As far as Clause 1 is concerned, the Minister has said that there can be no objection to it. I do not quite agree with him. It is not a clause about which there can be any bitter controversy but I would like to point out that the law as it stands now makes it an offence for a person to carry or display anything indicating that he is or was at any time an office-bearer or a member of an unlawful organization. The penalty is pretty stiff; the penalty is imprisonment for a period not exceeding ten years. It is therefore a serious offence. We are now including the words “to be in possession”. The person concerned may be in possession of a photograph showing him with a committee of some unlawful organization at a time when the organization was unlawful. He may have left the organization and forgotten about some badge which he had in his possession. When he carries or displays such a badge, he is doing something active; he is showing that he is in possession of a badge; he pins it on himself or he shows it to somebody. He may be in possession of such badge or emblem unwittingly; he may have forgotten about some badge or emblem which he had in his possession, and I want to appeal to the hon. the Minister to consider the question of bringing about some amendment to this clause to make quite sure that a person who is unwittingly in possession of such an emblem is not penalized.

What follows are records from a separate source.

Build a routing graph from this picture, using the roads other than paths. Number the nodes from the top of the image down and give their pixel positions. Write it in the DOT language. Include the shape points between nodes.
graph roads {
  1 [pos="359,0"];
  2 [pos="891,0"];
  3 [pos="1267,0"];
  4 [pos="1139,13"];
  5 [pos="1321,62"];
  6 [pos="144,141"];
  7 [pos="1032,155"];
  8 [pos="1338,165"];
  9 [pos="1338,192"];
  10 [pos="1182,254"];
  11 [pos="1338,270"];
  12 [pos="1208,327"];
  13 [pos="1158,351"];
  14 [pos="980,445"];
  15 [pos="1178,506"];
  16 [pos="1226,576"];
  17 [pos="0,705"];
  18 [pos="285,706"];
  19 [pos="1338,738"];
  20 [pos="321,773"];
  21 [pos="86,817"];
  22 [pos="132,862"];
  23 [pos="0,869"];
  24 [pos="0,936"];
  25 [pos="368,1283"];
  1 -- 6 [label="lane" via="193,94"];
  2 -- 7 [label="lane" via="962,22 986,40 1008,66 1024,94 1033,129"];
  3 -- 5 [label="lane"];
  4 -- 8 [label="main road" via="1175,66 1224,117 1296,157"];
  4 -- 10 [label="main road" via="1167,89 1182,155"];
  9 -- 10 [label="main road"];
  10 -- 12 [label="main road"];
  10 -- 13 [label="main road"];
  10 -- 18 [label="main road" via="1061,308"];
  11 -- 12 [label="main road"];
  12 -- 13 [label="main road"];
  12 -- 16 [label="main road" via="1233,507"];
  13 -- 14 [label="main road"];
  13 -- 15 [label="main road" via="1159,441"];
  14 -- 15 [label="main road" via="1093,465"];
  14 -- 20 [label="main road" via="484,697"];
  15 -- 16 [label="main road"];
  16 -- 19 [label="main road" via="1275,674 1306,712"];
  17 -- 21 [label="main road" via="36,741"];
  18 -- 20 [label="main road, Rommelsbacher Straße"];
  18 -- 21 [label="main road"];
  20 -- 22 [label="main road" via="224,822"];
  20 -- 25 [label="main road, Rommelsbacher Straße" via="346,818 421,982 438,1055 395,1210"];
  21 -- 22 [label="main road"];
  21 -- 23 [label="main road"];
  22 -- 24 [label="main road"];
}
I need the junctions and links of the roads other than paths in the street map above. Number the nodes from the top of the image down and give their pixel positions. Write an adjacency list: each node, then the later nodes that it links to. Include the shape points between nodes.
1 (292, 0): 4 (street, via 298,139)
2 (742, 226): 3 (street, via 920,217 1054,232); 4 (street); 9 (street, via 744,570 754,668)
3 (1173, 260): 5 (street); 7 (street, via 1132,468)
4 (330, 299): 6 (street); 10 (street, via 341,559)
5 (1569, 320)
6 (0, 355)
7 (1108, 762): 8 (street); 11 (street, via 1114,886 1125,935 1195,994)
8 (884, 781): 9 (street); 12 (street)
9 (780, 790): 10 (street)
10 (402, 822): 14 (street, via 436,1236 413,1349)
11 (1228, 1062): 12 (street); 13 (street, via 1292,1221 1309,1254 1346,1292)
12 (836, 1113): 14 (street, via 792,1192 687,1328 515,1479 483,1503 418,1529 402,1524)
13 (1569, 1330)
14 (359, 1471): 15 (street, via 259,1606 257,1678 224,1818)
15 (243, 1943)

Sir, we are opposed to any form of totalitarianism. We fought a war against that type of ideology and we are prepared to play our part again if called upon to do so; we stand back to no-one in our loyalty to the State, but in fighting an ideology of that kind we must beware that we do not become a like State, disrespecting all the virtues of a democracy. Admittedly a democratic state has to be prepared to act undemocratically when engaged in a war. we do not pretend that we are not part of the cold war; we accept that, but let us act within reason. Do not let us use the cold war as an excuse for riding roughshod over the liberties of our people. Sir, I repeat what I said yesterday. This measure is not a cure. The Minister has told us on several occasions that he has broken the back of these unlawful organizations. He has broken the back of those we know of but I submit that there are still organizations of this kind operating underground. The Minister has taken more and more powers, but he has failed to achieve his object of killing these organizations altogether. He is afraid of the third phase which is coming. Sir, that only goes to show that all these measures which we take are only palliatives. We need measures to deal with this situation, but these measures are palliatives.

The MINISTER OF JUSTICE:

When you talk about other organizations, to which organization do you refer?

Mr. HUGHES:

Sir, there must be some other organizations which the Minister does not know about. There must be underground organizations with whom these people can work.

The MINISTER OF JUSTICE:

Do you know which they are?

Mr. HUGHES:

No, I do not know of any such organizations; I am not in a position to know but I say that there must be some other organizations working underground, because these people cannot act on their own. We appreciate the danger and all I am pleading for is that this Government should realize that these measures are mere palliatives and that we must find some other way of dealing with this situation. I again appeal to the Minister to bring the law-abiding Africans on to our side to help us to fight these people. The Minister says that he cannot contain these people who come from abroad after having been trained outside of this country. They are people who have left this country to undergo training in other countries. That applies to most of them. There are no doubt others who have not previously lived in this country, but unless they can get sympathizers in this country they are no danger here, and therefore my appeal to the Government is to change its whole political philosophy.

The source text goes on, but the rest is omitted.